Класс B24OAuth

Серверная точка входа для работы с REST API Bitrix24 по access token OAuth 2.0 (с автоматическим обновлением).
Объект B24OAuth предназначен исключительно для использования на сервере.
  • clientSecret, access token и refresh token никогда не должны попадать в код браузера.
  • Предупреждение о клиентской стороне по умолчанию включено на обоих HTTP-клиентах; см. offClientSideWarning.
  • Для клиентских сценариев используйте B24Frame.

Обзор

B24OAuth — это точка входа SDK для локальных приложений OAuth 2.0. Он принимает существующую пару токенов (выданную Bitrix24 при установке), использует access token для REST-вызовов и обновляет пару через oauth.bitrix.info, когда access token истекает.

Класс наследуется от AbstractB24 и реализует TypeB24, поэтому полный набор REST-методов (actions.v2.*, actions.v3.*, tools.*) доступен сразу после создания экземпляра — шаг await b24.init() не требуется.

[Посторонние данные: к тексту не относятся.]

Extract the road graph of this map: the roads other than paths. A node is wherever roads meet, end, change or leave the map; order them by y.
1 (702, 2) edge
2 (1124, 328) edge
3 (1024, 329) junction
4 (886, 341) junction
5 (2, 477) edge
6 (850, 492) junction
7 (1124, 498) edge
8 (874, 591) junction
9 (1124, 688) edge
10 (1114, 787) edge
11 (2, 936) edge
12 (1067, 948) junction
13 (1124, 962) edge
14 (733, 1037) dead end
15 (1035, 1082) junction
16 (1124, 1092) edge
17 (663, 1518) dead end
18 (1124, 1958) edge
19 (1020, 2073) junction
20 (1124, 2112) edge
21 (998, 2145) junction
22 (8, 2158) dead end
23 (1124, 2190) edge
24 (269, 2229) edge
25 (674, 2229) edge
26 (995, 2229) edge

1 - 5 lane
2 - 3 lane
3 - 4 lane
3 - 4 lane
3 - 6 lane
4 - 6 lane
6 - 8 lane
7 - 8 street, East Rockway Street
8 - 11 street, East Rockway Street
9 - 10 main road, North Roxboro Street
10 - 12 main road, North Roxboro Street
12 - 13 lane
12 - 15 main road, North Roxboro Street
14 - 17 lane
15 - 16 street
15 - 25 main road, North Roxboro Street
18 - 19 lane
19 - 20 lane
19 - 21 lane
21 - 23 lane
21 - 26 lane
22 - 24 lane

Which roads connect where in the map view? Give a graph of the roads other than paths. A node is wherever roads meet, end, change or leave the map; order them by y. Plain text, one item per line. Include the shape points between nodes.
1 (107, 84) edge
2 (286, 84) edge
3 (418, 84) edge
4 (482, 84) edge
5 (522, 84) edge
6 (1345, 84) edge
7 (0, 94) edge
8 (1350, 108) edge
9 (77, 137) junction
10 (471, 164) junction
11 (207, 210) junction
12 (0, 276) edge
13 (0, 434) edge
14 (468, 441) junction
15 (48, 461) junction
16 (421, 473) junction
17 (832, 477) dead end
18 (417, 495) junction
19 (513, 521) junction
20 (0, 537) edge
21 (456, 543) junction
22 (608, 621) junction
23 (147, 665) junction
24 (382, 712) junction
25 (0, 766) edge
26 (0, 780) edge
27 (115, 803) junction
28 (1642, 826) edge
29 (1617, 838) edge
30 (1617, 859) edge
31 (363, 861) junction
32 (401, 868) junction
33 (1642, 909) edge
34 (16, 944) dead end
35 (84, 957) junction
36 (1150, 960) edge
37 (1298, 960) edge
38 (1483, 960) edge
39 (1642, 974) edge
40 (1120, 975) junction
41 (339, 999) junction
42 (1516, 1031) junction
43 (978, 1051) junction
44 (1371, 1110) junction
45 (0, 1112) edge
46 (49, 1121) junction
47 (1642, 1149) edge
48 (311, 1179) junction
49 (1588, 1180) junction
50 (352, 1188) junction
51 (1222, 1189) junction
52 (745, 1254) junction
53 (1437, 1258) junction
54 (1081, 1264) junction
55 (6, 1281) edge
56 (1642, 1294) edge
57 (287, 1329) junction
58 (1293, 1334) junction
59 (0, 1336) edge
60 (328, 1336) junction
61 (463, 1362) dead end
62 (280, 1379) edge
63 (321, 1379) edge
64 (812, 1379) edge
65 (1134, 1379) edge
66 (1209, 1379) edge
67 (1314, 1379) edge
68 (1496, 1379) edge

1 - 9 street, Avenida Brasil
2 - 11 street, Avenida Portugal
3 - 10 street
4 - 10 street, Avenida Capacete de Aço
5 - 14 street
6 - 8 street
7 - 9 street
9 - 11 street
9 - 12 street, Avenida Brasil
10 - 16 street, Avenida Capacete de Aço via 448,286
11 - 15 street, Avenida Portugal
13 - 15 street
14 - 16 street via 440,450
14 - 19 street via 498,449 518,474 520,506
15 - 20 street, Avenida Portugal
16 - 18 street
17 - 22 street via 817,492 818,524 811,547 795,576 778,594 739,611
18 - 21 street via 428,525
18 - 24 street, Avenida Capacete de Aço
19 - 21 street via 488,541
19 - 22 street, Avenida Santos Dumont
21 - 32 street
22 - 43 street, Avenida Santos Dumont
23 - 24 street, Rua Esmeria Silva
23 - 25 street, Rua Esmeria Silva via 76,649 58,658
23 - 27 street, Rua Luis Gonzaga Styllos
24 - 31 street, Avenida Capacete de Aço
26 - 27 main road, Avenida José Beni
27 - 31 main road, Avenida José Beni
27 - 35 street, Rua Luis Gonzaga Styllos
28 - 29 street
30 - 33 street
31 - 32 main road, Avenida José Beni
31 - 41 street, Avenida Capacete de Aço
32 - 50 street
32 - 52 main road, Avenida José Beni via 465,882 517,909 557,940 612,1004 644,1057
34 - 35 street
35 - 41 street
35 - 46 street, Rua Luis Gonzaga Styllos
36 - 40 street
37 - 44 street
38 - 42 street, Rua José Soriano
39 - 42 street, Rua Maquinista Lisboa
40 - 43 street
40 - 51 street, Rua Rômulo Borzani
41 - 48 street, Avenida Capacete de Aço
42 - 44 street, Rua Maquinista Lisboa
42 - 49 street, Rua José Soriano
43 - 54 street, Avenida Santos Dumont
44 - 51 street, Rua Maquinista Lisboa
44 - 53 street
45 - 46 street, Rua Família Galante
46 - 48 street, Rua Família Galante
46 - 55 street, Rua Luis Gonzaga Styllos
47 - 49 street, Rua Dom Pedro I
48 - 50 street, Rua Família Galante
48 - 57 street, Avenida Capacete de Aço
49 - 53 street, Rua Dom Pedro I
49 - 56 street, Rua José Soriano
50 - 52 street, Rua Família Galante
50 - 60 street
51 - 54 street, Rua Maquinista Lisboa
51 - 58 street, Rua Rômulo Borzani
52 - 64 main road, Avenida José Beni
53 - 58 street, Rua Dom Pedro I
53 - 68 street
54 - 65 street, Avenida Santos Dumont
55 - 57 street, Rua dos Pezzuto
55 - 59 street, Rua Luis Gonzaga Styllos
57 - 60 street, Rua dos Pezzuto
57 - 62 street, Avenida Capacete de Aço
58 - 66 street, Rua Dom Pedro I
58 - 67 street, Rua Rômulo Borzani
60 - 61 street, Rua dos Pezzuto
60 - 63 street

Создание экземпляра B24OAuth

import { B24OAuth, EnumAppStatus } from '@bitrix24/b24jssdk'

const $b24 = new B24OAuth(
  // 1) Данные токена, полученные от Bitrix24 (payload события, OAuth-рукопожатие и т.д.)
  {
    applicationToken: '<your_application_token>',
    userId: 1,
    memberId: '<your_member_id>',
    accessToken: '<your_access_token>',
    refreshToken: '<your_refresh_token>',
    expires: 1745997853,        // unix-таймстамп, секунды
    expiresIn: 3600,            // секунды
    scope: 'crm,catalog,user_brief',
    domain: 'your_domain.bitrix24.com',
    clientEndpoint: 'https://your_domain.bitrix24.com/rest/',
    serverEndpoint: 'https://oauth.bitrix.info/rest/',
    status: EnumAppStatus.Free
  },
  // 2) Учётные данные приложения, выданные в Bitrix24 → Разработчикам → Приложения
  {
    clientId: 'local.xxxxxx.xxxxxx',
    clientSecret: '<your_client_secret>'
  }
)

const response = await $b24.actions.v2.call.make({
  method: 'tasks.task.list',
  params: { select: ['ID', 'TITLE', 'STATUS'] },
  requestId: 'tasks-list'
})

Сигнатура конструктора

constructor(
  authOptions: B24OAuthParams,
  oAuthSecret: B24OAuthSecret,
  options?: { restrictionParams?: Partial<RestrictionParams> }
)

Поля B24OAuthParams

ПолеТипОписание
applicationTokenstringApplication token, выданный при установке.
userIdnumberИдентификатор пользователя, которому принадлежит токен.
memberIdstringmember id портала.
accessTokenstringТекущий access token.
refreshTokenstringRefresh token, используемый refreshAuth.
expiresnumberСрок действия access token (unix-таймстамп, секунды).
expiresInnumberВремя жизни токена, секунды.
scopestringСписок scope через запятую (например, crm,catalog,user_brief).
domainstringДомен портала (xxx.bitrix24.com).
clientEndpointstringКорень REST портала, например https://xxx.bitrix24.com/rest/.
serverEndpointstringOAuth-сервер, обычно https://oauth.bitrix.info/rest/.
statusTypeEnumAppStatusОдно из EnumAppStatus.Free / Demo / Trial / Paid / Local / Subscription.

Поля B24OAuthSecret

ПолеТипОписание
clientIdstringOAuth client_id вашего приложения.
clientSecretstringOAuth client_secret вашего приложения.

Процесс обновления токена

B24OAuth обновляет access token автоматически, когда:

  • REST-вызов возвращает expired_token, или
  • вызывается getAuthData() и expires <= Date.now().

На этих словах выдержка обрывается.